Examples of novel foods include agriculture products from non-EU countries (e.g., chia seeds), newly produced nutrients (e.g., synthetic zeaxanthin), or extracts from existing food (rapeseed protein). The novel food regulation still excludes genetically modified food (Regulation (EC) No 1829/2003), food enzymes (Regulation (EC) No 1332/2008), food used solely as additives (Regulation (EC) No 1333/2008), food flavorings (Regulation (EC) No 1334/2008), and extraction solvents (Directive 2009/32/EC).
Novel foods should not be placed on the market or used in food for human consumption unless they are included in a European Union list of novel foods authorized to be placed on the market within the Union. It makes sense if this European Union list included novel foods already authorized or notified in accordance with Regulation (EC) No 258/97, including any existing authorization conditions.
The procedure for submitting a novel food application remains the same. A novel food application must prove the safety of the novel food/ingredient and will be submitted to authorities for evaluation. The goal of the application is to characterize the ingredient and prove its safety through toxicological data. In a recent guidance, the European Food Safety Authority (EFSA) specified that minimum requirements which should be covered in all applications relate to the description of the novel food, production process, compositional data, specification, proposed uses and use levels, and anticipated intake of the novel food. Further information includes the history of use of the novel food and/or its source, absorption, distribution, metabolism, excretion, nutritional information, toxicological information, and allergenicity.
Of note, EFSA now expects data on toxicokinetics (absorption, distribution, metabolism, and excretion—ADME) that are important in the assessment of both the nutritional and toxicological impact of a novel food. One potential problem is that toxicokinetic/ADME studies are often adapted to drug molecules, but not to natural ingredients like botanicals.
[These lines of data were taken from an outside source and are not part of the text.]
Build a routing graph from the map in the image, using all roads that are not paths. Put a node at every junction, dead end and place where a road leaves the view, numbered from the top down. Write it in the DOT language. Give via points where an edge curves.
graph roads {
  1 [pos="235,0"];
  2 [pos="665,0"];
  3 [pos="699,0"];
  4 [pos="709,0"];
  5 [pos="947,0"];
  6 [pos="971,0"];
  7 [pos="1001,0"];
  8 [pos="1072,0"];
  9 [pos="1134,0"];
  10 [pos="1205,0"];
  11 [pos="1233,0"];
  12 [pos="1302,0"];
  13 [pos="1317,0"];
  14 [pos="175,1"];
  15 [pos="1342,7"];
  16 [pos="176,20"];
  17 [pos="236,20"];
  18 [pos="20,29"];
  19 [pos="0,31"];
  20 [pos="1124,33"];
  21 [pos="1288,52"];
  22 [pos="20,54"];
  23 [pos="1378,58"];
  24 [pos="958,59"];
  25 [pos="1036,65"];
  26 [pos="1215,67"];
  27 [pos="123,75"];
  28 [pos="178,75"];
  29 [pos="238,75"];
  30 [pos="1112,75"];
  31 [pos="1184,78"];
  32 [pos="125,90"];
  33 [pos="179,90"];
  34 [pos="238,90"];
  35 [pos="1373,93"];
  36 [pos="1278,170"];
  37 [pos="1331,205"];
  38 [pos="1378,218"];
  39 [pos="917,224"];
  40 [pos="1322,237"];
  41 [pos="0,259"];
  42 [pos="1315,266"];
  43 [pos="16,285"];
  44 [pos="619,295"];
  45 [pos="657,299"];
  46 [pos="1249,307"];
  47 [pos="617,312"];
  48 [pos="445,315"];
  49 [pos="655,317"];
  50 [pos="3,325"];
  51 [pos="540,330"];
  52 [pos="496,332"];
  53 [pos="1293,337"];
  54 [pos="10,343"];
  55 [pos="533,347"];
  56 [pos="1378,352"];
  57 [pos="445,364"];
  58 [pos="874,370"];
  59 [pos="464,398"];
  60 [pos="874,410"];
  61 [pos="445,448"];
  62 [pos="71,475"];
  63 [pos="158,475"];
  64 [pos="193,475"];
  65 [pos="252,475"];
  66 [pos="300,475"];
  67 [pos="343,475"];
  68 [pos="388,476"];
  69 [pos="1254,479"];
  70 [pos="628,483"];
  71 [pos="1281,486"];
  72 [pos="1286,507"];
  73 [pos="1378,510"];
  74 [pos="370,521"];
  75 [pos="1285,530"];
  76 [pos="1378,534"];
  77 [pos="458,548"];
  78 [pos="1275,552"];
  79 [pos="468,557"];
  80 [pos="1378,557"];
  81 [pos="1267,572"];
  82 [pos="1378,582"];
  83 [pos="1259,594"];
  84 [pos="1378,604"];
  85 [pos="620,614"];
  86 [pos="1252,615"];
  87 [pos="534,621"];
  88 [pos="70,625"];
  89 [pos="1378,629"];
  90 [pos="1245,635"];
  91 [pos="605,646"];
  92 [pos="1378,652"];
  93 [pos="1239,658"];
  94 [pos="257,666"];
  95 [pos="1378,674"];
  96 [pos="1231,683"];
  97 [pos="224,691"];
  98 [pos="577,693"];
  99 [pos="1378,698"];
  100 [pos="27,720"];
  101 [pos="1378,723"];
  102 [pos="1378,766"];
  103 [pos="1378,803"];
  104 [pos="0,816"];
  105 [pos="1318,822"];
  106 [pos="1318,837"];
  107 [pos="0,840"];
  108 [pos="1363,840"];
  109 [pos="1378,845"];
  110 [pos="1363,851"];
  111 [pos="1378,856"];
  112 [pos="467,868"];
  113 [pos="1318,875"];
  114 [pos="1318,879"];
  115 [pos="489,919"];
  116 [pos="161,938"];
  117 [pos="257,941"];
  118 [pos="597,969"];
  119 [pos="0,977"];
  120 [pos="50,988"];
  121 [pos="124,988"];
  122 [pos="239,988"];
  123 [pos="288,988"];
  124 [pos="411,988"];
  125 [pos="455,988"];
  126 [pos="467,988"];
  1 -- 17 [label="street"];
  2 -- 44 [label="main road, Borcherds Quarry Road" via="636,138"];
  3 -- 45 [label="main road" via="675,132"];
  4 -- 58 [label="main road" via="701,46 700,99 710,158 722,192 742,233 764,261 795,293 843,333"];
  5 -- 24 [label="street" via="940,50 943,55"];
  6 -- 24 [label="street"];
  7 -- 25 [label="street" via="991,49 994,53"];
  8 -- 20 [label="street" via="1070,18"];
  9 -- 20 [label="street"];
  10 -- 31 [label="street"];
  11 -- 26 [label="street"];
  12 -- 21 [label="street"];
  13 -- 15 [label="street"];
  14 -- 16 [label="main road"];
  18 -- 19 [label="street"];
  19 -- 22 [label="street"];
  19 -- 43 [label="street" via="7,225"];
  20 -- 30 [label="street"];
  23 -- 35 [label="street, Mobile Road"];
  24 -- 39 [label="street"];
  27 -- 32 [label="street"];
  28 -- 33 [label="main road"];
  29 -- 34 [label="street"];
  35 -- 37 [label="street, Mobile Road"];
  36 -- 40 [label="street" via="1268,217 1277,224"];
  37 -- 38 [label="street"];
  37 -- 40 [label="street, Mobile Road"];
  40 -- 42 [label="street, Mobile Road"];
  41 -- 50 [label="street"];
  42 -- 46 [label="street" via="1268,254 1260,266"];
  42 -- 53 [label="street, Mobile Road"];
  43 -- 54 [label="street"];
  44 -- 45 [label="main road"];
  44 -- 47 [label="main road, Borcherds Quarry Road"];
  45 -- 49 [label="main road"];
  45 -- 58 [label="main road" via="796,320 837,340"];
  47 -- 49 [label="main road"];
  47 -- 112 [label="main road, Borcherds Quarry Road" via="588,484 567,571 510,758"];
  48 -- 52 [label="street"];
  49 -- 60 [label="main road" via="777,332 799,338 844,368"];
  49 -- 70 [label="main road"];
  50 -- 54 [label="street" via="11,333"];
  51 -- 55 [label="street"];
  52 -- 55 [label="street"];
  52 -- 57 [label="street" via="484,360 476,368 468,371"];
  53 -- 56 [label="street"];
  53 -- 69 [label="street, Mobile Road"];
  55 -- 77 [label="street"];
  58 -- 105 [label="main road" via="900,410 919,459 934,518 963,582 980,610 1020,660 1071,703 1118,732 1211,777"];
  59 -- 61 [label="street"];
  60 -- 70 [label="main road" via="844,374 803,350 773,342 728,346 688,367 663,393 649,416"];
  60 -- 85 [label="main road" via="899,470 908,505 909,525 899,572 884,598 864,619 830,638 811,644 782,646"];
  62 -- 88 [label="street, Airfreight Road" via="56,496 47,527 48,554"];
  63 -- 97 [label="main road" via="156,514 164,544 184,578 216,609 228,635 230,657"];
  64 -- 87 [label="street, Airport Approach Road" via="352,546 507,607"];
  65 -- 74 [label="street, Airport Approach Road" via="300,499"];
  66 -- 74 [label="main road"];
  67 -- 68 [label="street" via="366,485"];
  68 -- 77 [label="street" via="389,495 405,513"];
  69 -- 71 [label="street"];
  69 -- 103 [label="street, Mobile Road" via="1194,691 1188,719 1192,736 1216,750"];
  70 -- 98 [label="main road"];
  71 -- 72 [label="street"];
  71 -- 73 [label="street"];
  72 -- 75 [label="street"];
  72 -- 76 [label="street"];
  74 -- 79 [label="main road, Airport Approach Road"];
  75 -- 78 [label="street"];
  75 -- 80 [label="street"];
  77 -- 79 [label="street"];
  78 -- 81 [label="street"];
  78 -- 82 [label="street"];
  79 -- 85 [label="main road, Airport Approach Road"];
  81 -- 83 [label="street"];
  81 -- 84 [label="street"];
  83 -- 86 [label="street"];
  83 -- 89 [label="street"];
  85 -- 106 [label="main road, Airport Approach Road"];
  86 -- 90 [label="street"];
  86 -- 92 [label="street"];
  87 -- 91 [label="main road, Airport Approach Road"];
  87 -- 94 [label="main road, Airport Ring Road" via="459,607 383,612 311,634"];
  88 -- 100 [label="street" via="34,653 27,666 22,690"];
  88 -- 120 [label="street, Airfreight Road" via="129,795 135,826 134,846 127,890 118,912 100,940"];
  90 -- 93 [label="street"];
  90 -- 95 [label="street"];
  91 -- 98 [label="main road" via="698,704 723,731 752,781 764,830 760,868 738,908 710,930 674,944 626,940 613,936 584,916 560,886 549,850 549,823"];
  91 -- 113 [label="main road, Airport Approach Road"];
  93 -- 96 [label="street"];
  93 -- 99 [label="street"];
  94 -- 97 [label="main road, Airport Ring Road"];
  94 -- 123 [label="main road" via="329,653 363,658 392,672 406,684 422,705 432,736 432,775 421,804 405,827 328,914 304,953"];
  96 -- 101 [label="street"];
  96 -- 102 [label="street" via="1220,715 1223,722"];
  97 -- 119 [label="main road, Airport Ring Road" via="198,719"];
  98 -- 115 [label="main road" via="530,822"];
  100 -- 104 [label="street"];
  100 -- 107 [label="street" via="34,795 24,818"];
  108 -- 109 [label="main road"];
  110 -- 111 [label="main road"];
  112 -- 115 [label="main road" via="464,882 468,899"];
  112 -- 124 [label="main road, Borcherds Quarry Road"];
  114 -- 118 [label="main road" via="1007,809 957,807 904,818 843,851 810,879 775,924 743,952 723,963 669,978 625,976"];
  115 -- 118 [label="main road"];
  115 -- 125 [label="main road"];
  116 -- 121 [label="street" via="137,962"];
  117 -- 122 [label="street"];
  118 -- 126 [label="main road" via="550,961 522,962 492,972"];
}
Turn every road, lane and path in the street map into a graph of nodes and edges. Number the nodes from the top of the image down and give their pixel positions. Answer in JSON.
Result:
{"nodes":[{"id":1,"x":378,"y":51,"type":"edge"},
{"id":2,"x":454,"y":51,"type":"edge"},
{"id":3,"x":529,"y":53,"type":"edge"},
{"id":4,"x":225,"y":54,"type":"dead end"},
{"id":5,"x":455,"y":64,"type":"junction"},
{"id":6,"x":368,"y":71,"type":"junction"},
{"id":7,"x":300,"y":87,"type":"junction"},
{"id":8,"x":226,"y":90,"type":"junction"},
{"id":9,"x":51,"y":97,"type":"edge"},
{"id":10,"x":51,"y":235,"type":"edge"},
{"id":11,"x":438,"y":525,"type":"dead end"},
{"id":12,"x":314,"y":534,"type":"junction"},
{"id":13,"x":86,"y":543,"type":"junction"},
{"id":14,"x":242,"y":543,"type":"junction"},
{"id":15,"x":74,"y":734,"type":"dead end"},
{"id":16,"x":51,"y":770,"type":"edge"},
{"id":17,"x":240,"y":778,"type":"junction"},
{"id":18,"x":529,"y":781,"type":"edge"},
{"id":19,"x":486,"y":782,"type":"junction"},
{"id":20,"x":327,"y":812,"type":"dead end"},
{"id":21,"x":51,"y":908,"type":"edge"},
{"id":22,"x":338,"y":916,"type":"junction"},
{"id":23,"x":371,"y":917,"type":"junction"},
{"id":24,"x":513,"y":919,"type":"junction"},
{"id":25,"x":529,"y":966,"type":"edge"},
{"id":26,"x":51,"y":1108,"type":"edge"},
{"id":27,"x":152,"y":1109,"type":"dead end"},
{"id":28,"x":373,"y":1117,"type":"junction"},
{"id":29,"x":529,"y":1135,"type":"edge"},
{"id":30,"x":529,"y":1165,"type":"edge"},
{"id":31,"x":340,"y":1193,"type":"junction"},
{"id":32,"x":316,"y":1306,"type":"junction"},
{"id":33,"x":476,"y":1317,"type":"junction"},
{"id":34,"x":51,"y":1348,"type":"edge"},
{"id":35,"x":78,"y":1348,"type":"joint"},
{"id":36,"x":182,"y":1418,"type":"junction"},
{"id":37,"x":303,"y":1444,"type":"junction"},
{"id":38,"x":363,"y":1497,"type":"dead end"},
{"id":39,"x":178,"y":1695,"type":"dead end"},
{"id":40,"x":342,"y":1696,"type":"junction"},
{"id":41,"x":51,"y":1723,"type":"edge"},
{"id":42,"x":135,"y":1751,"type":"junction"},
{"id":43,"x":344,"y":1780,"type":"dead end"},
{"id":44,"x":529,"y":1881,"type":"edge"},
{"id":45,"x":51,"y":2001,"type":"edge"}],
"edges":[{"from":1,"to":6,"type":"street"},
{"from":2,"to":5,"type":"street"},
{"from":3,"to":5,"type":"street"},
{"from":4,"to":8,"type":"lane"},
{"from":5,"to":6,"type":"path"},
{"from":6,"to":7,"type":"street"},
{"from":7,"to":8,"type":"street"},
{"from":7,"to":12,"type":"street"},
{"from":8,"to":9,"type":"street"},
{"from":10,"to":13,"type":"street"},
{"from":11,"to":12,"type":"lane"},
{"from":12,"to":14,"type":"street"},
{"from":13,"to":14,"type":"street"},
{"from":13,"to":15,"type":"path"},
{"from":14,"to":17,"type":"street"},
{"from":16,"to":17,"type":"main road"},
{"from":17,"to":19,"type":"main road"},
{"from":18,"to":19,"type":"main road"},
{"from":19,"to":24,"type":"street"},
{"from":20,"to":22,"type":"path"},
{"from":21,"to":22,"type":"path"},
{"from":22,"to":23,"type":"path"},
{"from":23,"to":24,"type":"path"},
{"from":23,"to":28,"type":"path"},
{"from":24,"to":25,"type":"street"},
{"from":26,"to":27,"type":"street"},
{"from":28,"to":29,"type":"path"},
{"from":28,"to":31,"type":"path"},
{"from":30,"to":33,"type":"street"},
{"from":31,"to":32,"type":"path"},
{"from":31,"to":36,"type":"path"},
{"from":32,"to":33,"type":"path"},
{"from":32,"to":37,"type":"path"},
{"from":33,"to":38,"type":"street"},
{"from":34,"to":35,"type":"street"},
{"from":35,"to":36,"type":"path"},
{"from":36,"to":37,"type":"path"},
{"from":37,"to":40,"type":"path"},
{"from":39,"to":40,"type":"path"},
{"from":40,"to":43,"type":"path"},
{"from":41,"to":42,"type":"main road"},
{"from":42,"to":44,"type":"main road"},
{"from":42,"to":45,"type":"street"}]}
It also raises the question of how regulators will assess ADME for complex ingredients (such as a mix of plants). It’s also unclear how a firm might perform an ADME study for an ingredient like a probiotic.
Phasing Out Substantial Equivalence
It’s important to note that the new regulation will phase out a component of the original novel food regulation that had provided a simplified procedure for manufacturers to introduce novel food ingredients to market in the EU. Known as the “substantial equivalence” procedure, the rule said that if a company’s ingredient was deemed by a scientific committee to be similar to another ingredient already authorized as a novel food, that company could file a notification with the European Commission notifying the commission that it intends to market the ingredient. “[F]oods or food ingredients which, on the basis of the scientific evidence available and generally recognized or on the basis of an opinion delivered by one of the competent bodies, are substantially equivalent to existing foods or food ingredients as regards their composition, nutritional value, metabolism, intended use, and the level of undesirable substances contained therein” were able to take advantage of this substantial equivalence rule.
This simple, cheap, and quick procedure will disappear on January 1, 2018, when the new regulation kicks in. It can seem pretty useless to require firms to apply for a “substantial equivalence” concerning, say, chia seed oil when more than 50 notifications have already been accepted for similar ingredients.